Read the comments responding to Magliano, and the racism that is just beneath the surface among many American Catholics jumps out at you; the totally unfounded assertions that welfare programs have never been anything but handouts to the undeserving (read: black and brown) poor, who game the system; the astonishing attacks on the public school system; the attacks on foreign aid (read: to nations with black and brown populations), etc.
The men ruling the church, who are the same men who want these undereducated Catholics who have bought totally into the welfare-queen myths of the Reagan and post-Reagan period, have done pitifully little to educate American Catholics about what it's like to be poor in the United States. Or to be black in the United States. And to be poor and black . . . .
And about what moral obligations it lays across our shoulders to recognize the burdens of the poor and the burdens caused by deep historic racism in our society . . . .
If, as one reader to one of the recent discussions of these issues at the NCR blogs says, the bishops succeed in throwing the 2012 elections by manipulating the racism of low-information conservative Catholic voters in key swing states--if the bishops succeed in putting the Republican candidate into office and assuring the domination of Congress by Republicans--will the bishops then own the damage done to the nation and the world when these folks ram through budget plans that do absolutely nothing to aid the poor while giving money away hand over fist to those who are already obscenely rich?
I seriously doubt that they will own any such moral responsibility if their religious freedom war succeeds in achieving these goals--goals they appear to me and many others to be pursuing very actively.

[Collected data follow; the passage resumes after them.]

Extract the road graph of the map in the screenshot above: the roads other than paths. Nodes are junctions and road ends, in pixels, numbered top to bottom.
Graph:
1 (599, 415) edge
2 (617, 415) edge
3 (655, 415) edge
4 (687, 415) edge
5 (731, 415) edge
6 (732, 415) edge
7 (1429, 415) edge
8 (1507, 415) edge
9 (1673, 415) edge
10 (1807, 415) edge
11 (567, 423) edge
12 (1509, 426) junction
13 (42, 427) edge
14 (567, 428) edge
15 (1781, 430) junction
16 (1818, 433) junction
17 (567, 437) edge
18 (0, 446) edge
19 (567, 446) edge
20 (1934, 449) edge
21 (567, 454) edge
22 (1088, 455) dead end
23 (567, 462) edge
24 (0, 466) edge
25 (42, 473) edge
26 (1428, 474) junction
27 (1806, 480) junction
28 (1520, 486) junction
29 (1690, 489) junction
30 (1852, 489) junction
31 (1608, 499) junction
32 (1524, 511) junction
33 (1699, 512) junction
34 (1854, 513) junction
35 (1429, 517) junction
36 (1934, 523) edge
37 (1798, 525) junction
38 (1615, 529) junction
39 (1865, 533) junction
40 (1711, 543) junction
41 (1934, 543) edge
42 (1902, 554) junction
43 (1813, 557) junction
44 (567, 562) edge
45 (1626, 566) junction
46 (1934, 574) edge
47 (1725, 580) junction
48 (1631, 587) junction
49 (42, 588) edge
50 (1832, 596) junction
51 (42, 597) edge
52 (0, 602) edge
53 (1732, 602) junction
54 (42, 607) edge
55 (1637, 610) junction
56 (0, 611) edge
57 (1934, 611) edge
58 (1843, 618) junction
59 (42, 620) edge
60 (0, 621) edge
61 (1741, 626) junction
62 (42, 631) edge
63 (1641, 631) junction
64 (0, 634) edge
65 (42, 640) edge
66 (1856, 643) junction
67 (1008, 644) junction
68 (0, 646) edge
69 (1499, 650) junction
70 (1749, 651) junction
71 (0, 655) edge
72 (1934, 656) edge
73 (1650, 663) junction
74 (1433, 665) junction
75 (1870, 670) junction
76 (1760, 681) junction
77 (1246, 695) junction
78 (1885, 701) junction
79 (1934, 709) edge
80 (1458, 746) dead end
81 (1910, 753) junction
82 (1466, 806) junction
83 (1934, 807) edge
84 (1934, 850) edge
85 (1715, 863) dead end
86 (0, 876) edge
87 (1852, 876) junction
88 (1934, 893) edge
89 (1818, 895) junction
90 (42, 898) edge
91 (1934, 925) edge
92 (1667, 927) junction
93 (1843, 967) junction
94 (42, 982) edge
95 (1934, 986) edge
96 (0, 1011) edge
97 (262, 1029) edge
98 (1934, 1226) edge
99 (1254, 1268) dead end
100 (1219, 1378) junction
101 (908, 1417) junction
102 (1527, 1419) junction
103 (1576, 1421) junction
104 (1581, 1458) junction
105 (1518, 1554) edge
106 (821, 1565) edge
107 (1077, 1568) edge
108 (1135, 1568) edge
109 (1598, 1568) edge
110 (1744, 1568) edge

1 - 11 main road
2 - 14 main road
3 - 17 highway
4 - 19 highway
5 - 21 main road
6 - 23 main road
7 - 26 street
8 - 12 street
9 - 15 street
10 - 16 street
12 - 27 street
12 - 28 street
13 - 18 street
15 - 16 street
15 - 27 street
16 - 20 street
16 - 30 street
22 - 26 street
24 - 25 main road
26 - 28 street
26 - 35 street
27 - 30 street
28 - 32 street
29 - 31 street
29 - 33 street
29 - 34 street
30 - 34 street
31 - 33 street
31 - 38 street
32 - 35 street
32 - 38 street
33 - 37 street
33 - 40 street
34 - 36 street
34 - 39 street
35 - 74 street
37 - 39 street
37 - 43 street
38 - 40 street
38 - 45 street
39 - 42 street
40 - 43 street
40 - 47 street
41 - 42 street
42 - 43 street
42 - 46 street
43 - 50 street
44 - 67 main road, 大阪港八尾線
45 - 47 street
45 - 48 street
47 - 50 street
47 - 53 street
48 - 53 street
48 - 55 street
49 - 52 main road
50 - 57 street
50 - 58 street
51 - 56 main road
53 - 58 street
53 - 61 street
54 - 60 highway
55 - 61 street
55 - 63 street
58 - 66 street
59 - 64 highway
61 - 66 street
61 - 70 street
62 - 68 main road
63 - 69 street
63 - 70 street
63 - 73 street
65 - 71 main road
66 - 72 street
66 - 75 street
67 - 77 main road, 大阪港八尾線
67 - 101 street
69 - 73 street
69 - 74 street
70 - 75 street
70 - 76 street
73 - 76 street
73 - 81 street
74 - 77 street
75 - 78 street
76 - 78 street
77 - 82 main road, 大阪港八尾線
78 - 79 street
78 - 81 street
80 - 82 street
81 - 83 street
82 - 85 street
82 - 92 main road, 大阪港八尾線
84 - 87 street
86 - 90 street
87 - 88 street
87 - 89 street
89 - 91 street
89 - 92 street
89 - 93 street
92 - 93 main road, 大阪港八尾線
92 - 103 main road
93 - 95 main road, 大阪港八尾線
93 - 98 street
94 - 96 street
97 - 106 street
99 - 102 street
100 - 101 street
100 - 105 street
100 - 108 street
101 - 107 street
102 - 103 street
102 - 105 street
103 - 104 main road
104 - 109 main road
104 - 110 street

Neither party is anywhere near the ideal, when it comes to hearing the cries of the poor or to addressing racism in our society. But the moral choice between the two major parties in the U.S. is also not anywhere nearly so clear-cut as the bishops ask us to imagine, as they focus obsessively and exclusively on abortion and gay marriage. There are other significant moral considerations to be taken into consideration as we cast our votes as informed Catholic voters.

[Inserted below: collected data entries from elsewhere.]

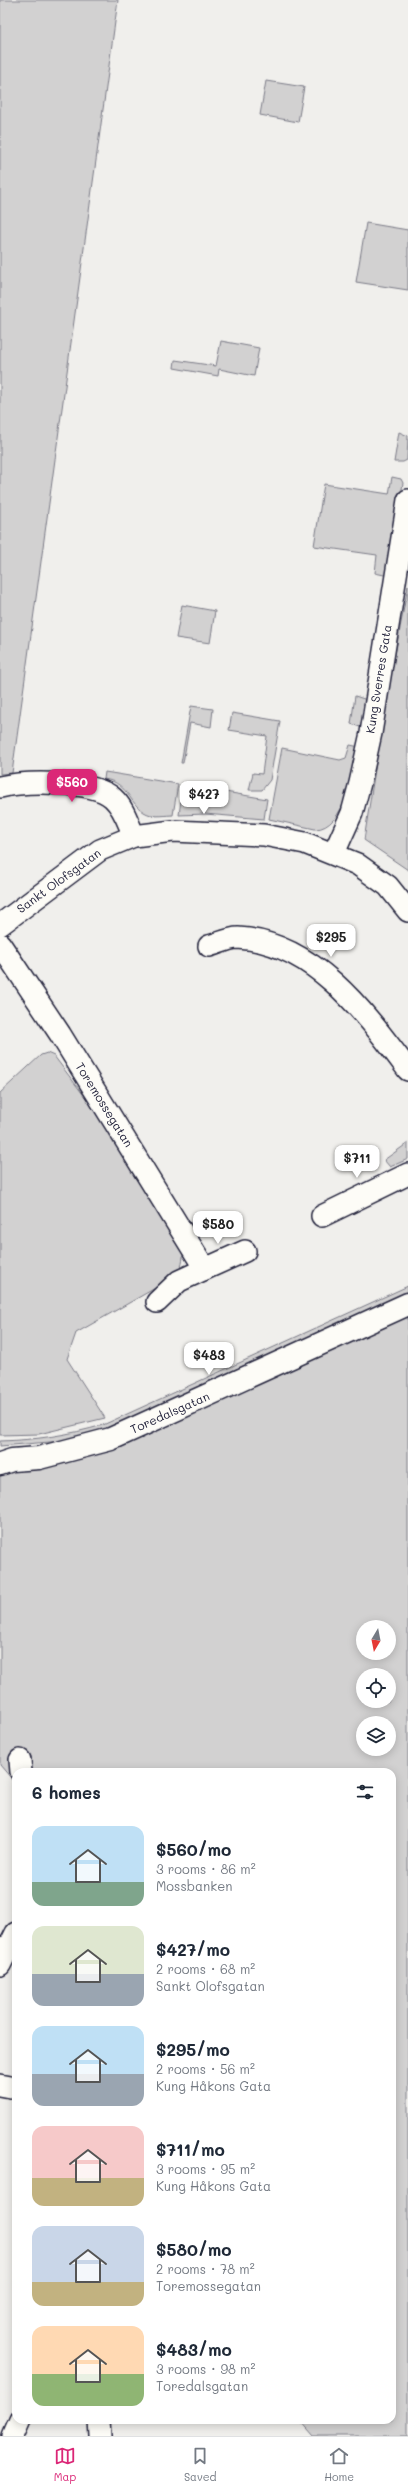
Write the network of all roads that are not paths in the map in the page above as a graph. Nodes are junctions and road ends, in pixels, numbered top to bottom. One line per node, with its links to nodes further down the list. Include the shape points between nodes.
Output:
1 (408, 500): 4 (street, Kung Sverres Gata, via 362,776 352,813)
2 (0, 787): 3 (street, via 21,783 97,789 113,798 124,812)
3 (134, 836): 4 (street, Sankt Olofsgatan, via 173,831 257,834 305,843); 6 (street, Sankt Olofsgatan, via 100,850)
4 (334, 853): 5 (street, Sankt Olofsgatan, via 357,864 388,886)
5 (408, 911)
6 (0, 925)
7 (0, 944): 13 (street, Toremossegatan, via 60,1034)
8 (208, 946): 9 (street, via 237,938 288,949 321,971 375,1026)
9 (408, 1070)
10 (408, 1174): 11 (street)
11 (322, 1216)
12 (245, 1251): 13 (street)
13 (205, 1269): 14 (street, via 179,1281)
14 (157, 1302)
15 (408, 1304): 16 (street, Toredalsgatan, via 111,1439 39,1458)
16 (4, 1460)
17 (12, 1941): 18 (street)
18 (0, 1964)
19 (0, 2085): 20 (street)
20 (12, 2087)
21 (18, 2424): 23 (street)
22 (99, 2424): 24 (street)
23 (13, 2436)
24 (100, 2436)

Those considerations are nowhere apparent in the anti-Obama rhetoric that now dominates the thinking of the U.S. Catholic bishops--to the peril of the planet and, in particular, to the poor of the world.
*H/t to Dennis Coday for the link to Marlin's article in Coday's "Morning Briefing" column at National Catholic Reporter yesterday.
P.S. Since both Colbert's and Stewart's video clips have embed codes available to readers, I'm assuming it's not inappropriate for bloggers to embed the videos in blog postings. If that's not correct and any reader can set me straight on this point, I'd appreciate it.